What you need to do - Only a number is expected: how many lines in these records mention the word "paths"?

Stored data entries:
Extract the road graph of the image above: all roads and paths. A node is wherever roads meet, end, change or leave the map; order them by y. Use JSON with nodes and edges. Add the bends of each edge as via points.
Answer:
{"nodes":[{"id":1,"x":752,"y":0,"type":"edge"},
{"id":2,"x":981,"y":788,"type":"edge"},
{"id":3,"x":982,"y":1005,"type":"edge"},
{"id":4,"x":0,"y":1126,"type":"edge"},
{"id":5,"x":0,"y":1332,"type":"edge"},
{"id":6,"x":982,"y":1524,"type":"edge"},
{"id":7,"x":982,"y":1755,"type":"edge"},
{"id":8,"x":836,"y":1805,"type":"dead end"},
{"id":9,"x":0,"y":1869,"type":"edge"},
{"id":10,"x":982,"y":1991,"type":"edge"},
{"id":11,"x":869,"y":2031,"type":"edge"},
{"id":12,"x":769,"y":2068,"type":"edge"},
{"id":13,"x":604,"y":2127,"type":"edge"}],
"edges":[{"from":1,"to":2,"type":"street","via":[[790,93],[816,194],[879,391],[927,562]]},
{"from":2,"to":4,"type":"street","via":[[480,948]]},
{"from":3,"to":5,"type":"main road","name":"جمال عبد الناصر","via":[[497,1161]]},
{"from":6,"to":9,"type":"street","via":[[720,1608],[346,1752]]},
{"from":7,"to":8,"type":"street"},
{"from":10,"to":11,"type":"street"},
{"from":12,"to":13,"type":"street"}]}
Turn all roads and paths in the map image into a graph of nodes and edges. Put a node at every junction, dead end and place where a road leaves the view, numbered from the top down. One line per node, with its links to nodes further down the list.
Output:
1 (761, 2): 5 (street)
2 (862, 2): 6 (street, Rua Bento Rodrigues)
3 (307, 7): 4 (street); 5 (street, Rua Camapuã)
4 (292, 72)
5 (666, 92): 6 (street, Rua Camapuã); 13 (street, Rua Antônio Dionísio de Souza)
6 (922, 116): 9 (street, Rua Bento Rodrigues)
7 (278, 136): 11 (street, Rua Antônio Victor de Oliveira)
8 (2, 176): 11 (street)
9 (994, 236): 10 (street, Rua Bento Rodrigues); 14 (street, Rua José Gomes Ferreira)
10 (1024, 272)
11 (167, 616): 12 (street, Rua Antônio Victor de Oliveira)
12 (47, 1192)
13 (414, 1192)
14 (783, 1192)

Answer for the task - 2